Segment Start: INPUT RECORDS

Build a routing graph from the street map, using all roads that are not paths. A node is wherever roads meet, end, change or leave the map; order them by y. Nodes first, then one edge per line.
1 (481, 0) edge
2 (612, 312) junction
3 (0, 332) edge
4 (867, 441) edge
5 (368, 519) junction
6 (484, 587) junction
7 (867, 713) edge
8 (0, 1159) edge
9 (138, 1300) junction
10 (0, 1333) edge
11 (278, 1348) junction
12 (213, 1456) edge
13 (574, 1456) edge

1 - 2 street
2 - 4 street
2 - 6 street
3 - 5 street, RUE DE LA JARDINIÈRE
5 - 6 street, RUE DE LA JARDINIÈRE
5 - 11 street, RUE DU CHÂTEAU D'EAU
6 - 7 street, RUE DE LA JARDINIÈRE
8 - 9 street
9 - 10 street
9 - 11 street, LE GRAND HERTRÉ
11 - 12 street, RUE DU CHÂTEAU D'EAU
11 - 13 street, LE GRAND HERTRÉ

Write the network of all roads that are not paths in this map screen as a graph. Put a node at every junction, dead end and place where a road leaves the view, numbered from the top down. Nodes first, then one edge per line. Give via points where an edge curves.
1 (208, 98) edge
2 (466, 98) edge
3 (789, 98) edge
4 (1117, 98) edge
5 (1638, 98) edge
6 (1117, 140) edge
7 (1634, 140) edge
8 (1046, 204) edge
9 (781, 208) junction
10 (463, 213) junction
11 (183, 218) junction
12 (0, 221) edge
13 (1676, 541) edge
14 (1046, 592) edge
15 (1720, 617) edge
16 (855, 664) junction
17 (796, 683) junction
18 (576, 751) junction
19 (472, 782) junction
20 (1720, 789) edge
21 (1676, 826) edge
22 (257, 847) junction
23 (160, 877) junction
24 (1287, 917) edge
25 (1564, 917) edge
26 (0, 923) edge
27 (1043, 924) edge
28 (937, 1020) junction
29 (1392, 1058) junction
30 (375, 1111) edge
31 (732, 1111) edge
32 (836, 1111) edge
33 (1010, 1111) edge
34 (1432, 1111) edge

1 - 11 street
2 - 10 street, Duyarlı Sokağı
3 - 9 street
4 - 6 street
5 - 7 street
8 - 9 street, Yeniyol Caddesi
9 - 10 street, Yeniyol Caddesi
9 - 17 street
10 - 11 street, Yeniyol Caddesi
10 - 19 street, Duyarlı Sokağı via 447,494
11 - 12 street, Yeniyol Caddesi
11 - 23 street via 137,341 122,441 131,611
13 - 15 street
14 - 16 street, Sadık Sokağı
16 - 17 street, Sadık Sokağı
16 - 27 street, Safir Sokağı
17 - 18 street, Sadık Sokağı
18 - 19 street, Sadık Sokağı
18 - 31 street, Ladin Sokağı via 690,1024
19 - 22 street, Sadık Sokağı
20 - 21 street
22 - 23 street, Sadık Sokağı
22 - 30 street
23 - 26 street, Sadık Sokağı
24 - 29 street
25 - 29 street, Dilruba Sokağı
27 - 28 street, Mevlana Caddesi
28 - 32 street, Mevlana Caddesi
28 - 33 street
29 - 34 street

Segment End: INPUT RECORDS

DIRECTIONS FOR THIS TASK: Restate the entries above word for word.

RESPONSE TO THIS EXERCISE:
Build a routing graph from the street map, using all roads that are not paths. A node is wherever roads meet, end, change or leave the map; order them by y. Nodes first, then one edge per line.
1 (481, 0) edge
2 (612, 312) junction
3 (0, 332) edge
4 (867, 441) edge
5 (368, 519) junction
6 (484, 587) junction
7 (867, 713) edge
8 (0, 1159) edge
9 (138, 1300) junction
10 (0, 1333) edge
11 (278, 1348) junction
12 (213, 1456) edge
13 (574, 1456) edge

1 - 2 street
2 - 4 street
2 - 6 street
3 - 5 street, RUE DE LA JARDINIÈRE
5 - 6 street, RUE DE LA JARDINIÈRE
5 - 11 street, RUE DU CHÂTEAU D'EAU
6 - 7 street, RUE DE LA JARDINIÈRE
8 - 9 street
9 - 10 street
9 - 11 street, LE GRAND HERTRÉ
11 - 12 street, RUE DU CHÂTEAU D'EAU
11 - 13 street, LE GRAND HERTRÉ

Write the network of all roads that are not paths in this map screen as a graph. Put a node at every junction, dead end and place where a road leaves the view, numbered from the top down. Nodes first, then one edge per line. Give via points where an edge curves.
1 (208, 98) edge
2 (466, 98) edge
3 (789, 98) edge
4 (1117, 98) edge
5 (1638, 98) edge
6 (1117, 140) edge
7 (1634, 140) edge
8 (1046, 204) edge
9 (781, 208) junction
10 (463, 213) junction
11 (183, 218) junction
12 (0, 221) edge
13 (1676, 541) edge
14 (1046, 592) edge
15 (1720, 617) edge
16 (855, 664) junction
17 (796, 683) junction
18 (576, 751) junction
19 (472, 782) junction
20 (1720, 789) edge
21 (1676, 826) edge
22 (257, 847) junction
23 (160, 877) junction
24 (1287, 917) edge
25 (1564, 917) edge
26 (0, 923) edge
27 (1043, 924) edge
28 (937, 1020) junction
29 (1392, 1058) junction
30 (375, 1111) edge
31 (732, 1111) edge
32 (836, 1111) edge
33 (1010, 1111) edge
34 (1432, 1111) edge

1 - 11 street
2 - 10 street, Duyarlı Sokağı
3 - 9 street
4 - 6 street
5 - 7 street
8 - 9 street, Yeniyol Caddesi
9 - 10 street, Yeniyol Caddesi
9 - 17 street
10 - 11 street, Yeniyol Caddesi
10 - 19 street, Duyarlı Sokağı via 447,494
11 - 12 street, Yeniyol Caddesi
11 - 23 street via 137,341 122,441 131,611
13 - 15 street
14 - 16 street, Sadık Sokağı
16 - 17 street, Sadık Sokağı
16 - 27 street, Safir Sokağı
17 - 18 street, Sadık Sokağı
18 - 19 street, Sadık Sokağı
18 - 31 street, Ladin Sokağı via 690,1024
19 - 22 street, Sadık Sokağı
20 - 21 street
22 - 23 street, Sadık Sokağı
22 - 30 street
23 - 26 street, Sadık Sokağı
24 - 29 street
25 - 29 street, Dilruba Sokağı
27 - 28 street, Mevlana Caddesi
28 - 32 street, Mevlana Caddesi
28 - 33 street
29 - 34 street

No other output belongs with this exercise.